● Extracted entries:
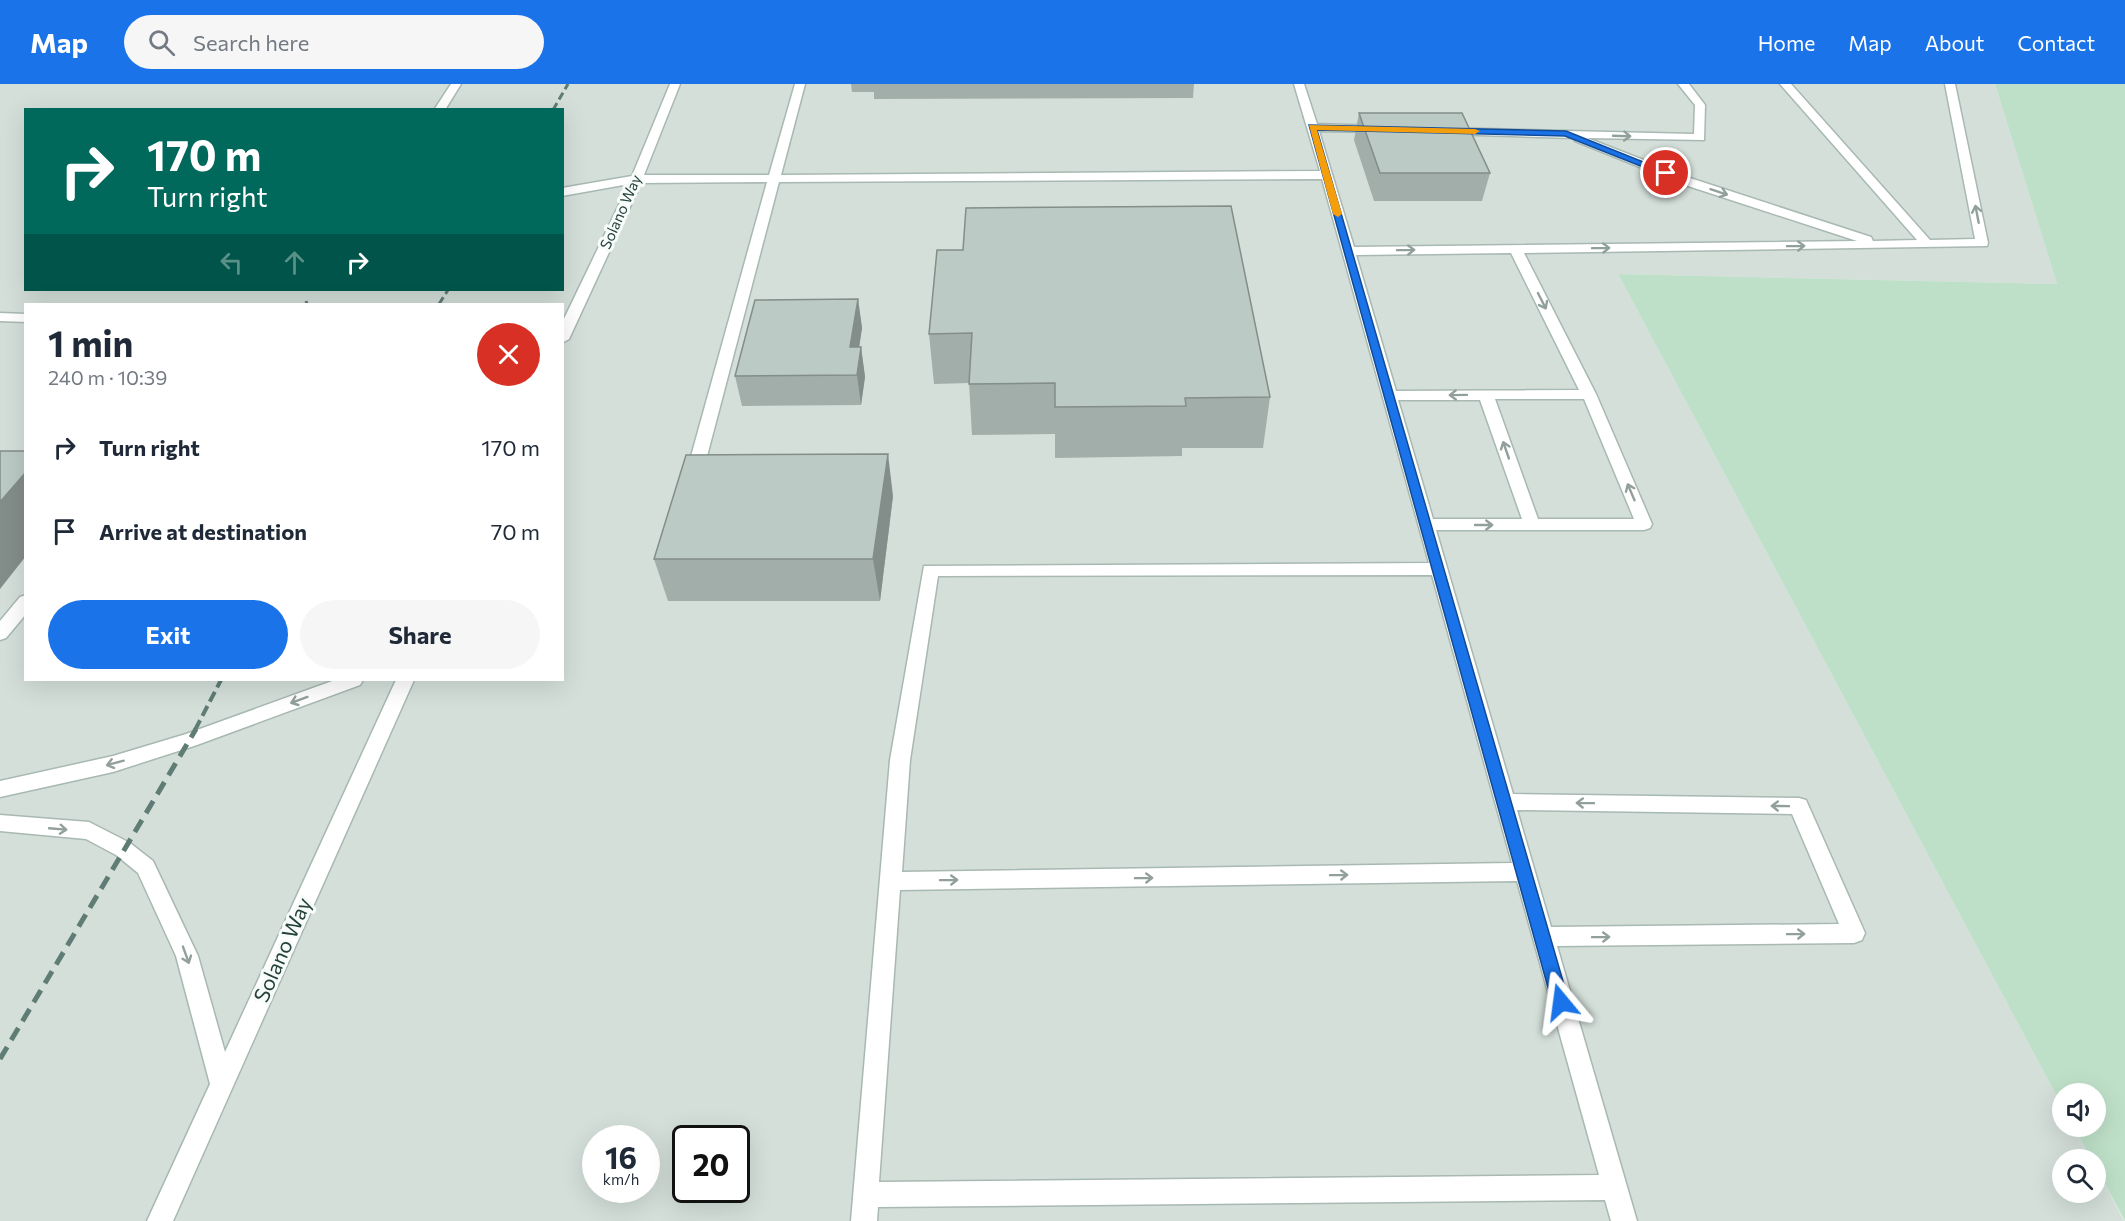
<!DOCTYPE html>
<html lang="en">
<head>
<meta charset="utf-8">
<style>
	:root { --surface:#fff; --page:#f6f6f7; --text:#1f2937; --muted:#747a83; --accent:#1a73e8 }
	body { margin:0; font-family:Commissioner,sans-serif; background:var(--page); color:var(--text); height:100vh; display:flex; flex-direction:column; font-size:22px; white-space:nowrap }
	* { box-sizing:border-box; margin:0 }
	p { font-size:20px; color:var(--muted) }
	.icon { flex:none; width:33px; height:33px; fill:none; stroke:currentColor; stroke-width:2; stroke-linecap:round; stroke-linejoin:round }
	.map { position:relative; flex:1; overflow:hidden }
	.details { position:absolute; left:24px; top:219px; width:540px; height:378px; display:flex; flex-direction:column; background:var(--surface); border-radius:0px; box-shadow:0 6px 24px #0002 }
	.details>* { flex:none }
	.banner { position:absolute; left:24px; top:24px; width:540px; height:183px; border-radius:0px; box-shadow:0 6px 24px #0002; background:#00695c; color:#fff; overflow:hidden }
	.fabs { position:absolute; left:2052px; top:999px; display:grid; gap:12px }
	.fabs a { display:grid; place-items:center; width:54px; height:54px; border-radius:50%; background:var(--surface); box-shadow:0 6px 24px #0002; font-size:30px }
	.speed { position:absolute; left:582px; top:1041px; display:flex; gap:12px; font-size:30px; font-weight:700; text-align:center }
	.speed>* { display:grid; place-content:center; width:78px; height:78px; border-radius:50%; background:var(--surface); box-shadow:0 6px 24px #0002; line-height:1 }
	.speed small { font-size:15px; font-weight:400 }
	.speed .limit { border:3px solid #111; border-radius:9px; background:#fff; color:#111 }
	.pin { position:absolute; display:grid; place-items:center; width:51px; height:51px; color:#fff; margin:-26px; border:3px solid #fff; border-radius:50%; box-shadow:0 2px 6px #0007 }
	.me { position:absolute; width:66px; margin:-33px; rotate:344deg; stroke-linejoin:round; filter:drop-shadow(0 0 4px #0008) }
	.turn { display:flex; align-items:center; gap:21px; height:126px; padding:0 24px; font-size:27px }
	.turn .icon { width:78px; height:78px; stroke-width:2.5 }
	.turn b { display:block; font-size:42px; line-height:51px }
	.lanes { display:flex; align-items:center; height:57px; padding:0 24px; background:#0003; justify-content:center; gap:30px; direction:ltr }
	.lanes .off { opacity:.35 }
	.round { display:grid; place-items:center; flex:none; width:63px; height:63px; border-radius:32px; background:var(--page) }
	.summary { display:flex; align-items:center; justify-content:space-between; height:102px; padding:0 24px }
	h1 { font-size:36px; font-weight:700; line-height:45px }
	.cta { display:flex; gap:12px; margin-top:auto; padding:12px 24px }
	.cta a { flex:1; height:69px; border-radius:36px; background:var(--accent); color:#fff; font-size:24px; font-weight:700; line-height:69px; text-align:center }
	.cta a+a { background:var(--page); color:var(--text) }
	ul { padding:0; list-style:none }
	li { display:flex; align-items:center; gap:18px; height:84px; padding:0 24px }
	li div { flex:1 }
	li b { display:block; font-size:22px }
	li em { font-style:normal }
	header { display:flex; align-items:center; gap:36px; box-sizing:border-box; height:84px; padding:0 30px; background:var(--accent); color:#fff }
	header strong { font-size:28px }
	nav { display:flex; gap:33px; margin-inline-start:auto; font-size:21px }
	.search { width:420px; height:54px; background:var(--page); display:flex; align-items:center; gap:15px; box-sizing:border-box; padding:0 21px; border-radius:33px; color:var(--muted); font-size:22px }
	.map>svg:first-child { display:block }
</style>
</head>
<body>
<header>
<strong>Map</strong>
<div class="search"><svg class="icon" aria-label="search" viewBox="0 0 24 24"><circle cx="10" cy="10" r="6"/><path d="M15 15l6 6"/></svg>Search here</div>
<nav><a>Home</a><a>Map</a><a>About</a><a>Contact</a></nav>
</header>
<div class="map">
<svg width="2125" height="1137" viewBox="0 0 2125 1137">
	<rect width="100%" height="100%" fill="#e6efeb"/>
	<!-- built -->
	<path fill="#d4dfda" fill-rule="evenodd" d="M0,0H1995L2057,200L1618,190L2062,1022V1042L2074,1043L2091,1075L2062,1076V1108H2096V1083L2124,1137H0ZM26,26H562V206H26ZM26,220H562V596H26ZM596,1054H646V1106H596ZM686,1054H736V1106H686Z"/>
	<!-- green -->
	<polygon fill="#bfe0c8" points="1995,0 2125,0 2125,1137 2096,1083 2096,1076 2091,1075 2074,1043 2096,1042 2096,1010 2062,1010 2062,1022 1618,190 2057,200"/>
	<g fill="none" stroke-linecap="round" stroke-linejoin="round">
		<defs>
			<g id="minor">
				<polygon points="451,0 461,0 445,26 434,26"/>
				<path d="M670,0H680L644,91H769L795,0H805L781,91L1320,87L1294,0H1304L1317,40L1379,42L1385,45L1379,48L1319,47L1354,163L1857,157L1682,100L1575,57L1574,54L1446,50L1440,47L1446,44L1694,50L1695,21L1678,0H1689L1705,21L1704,56L1587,54L1690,94L1871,153L1873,157L1917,156L1780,0H1791L1930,156L1975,155L1945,0H1955L1988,159L1987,162L1524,169L1596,310L1652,440L1650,444L1644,446H1436L1513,710L1799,714L1806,716L1865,849L1862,856L1854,859L1557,862L1637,1137H1611L1605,1116L878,1123L877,1137H851L890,676L924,482L1429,479L1322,95L779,98L706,376L703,380H693L690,376L767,98L641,99L569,255L562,259V239L629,100L562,112V104L632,92ZM1511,169L1579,306L1396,307L1356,171ZM1495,315H1584L1634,435H1538ZM1398,316H1480L1522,435H1433ZM1432,491L1512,779L902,788L910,676L938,492ZM1517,726L1792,730L1839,840L1551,843ZM1517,797L1599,1091L879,1098L900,806Z"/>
				<polygon points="0,229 26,230 26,238 0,237"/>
				<polygon points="26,511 26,530 6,554 0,556 0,537 20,513"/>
				<polygon points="335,596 363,596 360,601 197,661 113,688 0,713 0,697 113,672 186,650"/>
				<polygon points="396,596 414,596 173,1137 147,1137 210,1000 176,872 138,789 116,771 86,755 0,747 0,731 89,738 130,759 153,777 198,872 225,968"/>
			</g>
		</defs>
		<!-- minor casing -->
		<use href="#minor" stroke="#a8b8b2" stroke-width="3"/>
		<!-- minor -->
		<use href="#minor" fill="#fff" fill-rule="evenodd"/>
		<!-- rail-far2 -->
		<g stroke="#5f7d75" stroke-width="3" stroke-dasharray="8 4" stroke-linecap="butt">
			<polyline points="553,26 568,0"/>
			<polyline points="306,217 307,220"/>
			<polyline points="439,220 448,206"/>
		</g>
		<!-- rail-far1 -->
		<polyline stroke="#5f7d75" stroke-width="4" stroke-dasharray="11 5" stroke-linecap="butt" points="195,646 221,596"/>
		<!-- rail -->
		<polyline stroke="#5f7d75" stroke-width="5" stroke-dasharray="14 8" stroke-linecap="butt" points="0,975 196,645"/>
	</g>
	<!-- wall -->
	<g fill="#a1aea9">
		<polygon points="851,0 1194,0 1193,14 874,15 874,8 852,8"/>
		<polygon points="1359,29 1490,89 1482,117 1374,117 1354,56"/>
		<polygon points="937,166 1270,313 1263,364 1182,364 1182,372 1055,374 1055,350 972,351 969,299 934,300 929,250"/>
		<polygon points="858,215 862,244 859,263 861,263 865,293 861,321 742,322 735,292"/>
		<polygon points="893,412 880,517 668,517 654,475"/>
	</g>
	<!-- shaded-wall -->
	<g fill="#838d89">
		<polygon points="858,215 862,244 855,291 850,263"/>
		<polygon points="861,263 865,293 861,321 857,291"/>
		<polygon points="888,370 893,412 880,517 873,475"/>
		<polygon points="26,388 26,472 0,505 0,418"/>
	</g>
	<!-- building -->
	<g fill="#bbcac4" stroke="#838d89" stroke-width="1.5">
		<polygon points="1359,29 1462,29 1490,89 1380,89"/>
		<polygon points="1231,122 1270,313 1185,314 1186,322 1055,323 1055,299 969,300 972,249 929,250 937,166 963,166 966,124"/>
		<polygon points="858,215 850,263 861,263 857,291 735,292 755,216"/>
		<polygon points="0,367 26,367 26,388 0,418"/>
		<polygon points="888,370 873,475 654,475 686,371"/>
	</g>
	<!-- one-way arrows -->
	<defs><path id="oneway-shaft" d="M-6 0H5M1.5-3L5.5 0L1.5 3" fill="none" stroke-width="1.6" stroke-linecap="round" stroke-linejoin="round" transform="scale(1.5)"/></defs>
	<g stroke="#92a09c">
		<use href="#oneway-shaft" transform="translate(1622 52) rotate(2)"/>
		<use href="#oneway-shaft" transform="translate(1719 108) rotate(18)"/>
		<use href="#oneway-shaft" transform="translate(1977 130) rotate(-101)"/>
		<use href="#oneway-shaft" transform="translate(1796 162) rotate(-1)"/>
		<use href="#oneway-shaft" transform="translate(1601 164) rotate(-1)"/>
		<use href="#oneway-shaft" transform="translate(1406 166) rotate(-1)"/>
		<use href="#oneway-shaft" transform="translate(1542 217) rotate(63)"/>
		<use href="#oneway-shaft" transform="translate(1458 311) rotate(179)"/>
		<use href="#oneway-shaft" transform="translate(1506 366) rotate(-109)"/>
		<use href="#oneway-shaft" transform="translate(1631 408) rotate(-113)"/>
		<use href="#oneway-shaft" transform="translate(1484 441)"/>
		<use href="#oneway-shaft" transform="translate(299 616) rotate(160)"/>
		<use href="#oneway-shaft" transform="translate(115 679) rotate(165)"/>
		<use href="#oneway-shaft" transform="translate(1585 719) rotate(-179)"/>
		<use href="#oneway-shaft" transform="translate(1780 722) rotate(-179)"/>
		<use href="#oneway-shaft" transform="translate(58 745) rotate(5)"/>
		<use href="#oneway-shaft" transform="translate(1339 791) rotate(-1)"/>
		<use href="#oneway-shaft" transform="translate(1144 794) rotate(-1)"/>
		<use href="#oneway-shaft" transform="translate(949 796) rotate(-1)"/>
		<use href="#oneway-shaft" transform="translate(1796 850) rotate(-1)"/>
		<use href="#oneway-shaft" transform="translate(1601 853) rotate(-1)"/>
		<use href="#oneway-shaft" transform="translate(186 871) rotate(70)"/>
	</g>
	<!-- route -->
	<polygon fill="#1a73e8" stroke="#114b97" stroke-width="1.5" points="1309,41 1566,47 1671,89 1663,91 1565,52 1317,46 1569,918 1567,924 1561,926 1555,924 1552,918"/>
	<!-- slow -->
	<polygon fill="#f59e0b" points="1309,41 1475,45 1480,47 1475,50 1317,46 1342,130 1338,133 1333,130"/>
	<g text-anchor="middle" stroke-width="6" stroke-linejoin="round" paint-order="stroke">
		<!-- far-street labels -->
		<g font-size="15" fill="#24423a" stroke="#f7fbf9">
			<text transform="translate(621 128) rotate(-66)" y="5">Solano Way</text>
		</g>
		<!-- near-street labels -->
		<g font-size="21" fill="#24423a" stroke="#f7fbf9">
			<text transform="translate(283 866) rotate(-66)" y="7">Solano Way</text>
		</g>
	</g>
</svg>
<div class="fabs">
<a><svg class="icon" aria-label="sound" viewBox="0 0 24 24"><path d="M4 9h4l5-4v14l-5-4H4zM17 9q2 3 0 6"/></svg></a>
<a><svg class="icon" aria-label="search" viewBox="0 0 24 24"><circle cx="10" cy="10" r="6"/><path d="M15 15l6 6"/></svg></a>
</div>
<div class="speed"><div>16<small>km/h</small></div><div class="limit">20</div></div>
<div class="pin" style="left:1666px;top:89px;background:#d93025"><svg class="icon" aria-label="arrive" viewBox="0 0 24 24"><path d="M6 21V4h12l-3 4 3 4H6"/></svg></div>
<svg class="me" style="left:1561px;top:918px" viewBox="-20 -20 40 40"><path d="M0-17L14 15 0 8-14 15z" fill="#1a73e8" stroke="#fff" stroke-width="4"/></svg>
<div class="banner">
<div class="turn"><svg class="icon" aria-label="right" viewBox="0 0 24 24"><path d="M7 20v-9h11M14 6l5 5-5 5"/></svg><div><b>170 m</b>Turn right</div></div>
<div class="lanes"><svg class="icon off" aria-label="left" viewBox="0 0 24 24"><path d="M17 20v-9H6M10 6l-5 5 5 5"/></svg><svg class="icon off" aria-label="ahead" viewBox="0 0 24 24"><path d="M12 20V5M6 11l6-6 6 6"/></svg><svg class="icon" aria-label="right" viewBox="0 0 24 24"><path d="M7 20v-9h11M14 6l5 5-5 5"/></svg></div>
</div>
<section class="details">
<div class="summary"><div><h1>1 min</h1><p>240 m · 10:39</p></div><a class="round" style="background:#d93025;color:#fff"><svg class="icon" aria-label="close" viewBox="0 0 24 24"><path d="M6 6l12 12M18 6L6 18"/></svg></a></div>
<ul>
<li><svg class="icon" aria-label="right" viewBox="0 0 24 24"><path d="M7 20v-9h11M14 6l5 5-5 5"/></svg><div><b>Turn right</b></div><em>170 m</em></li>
<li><svg class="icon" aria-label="arrive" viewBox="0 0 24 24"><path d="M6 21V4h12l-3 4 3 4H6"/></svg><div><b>Arrive at destination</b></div><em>70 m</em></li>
</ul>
<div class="cta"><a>Exit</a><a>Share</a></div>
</section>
</div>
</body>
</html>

● Problem statement:
Considering only the data above, return the lines in which "body" occurs.

● Output:
	body { margin:0; font-family:Commissioner,sans-serif; background:var(--page); color:var(--text); height:100vh; display:flex; flex-direction:column; font-size:22px; white-space:nowrap }
<body>
</body>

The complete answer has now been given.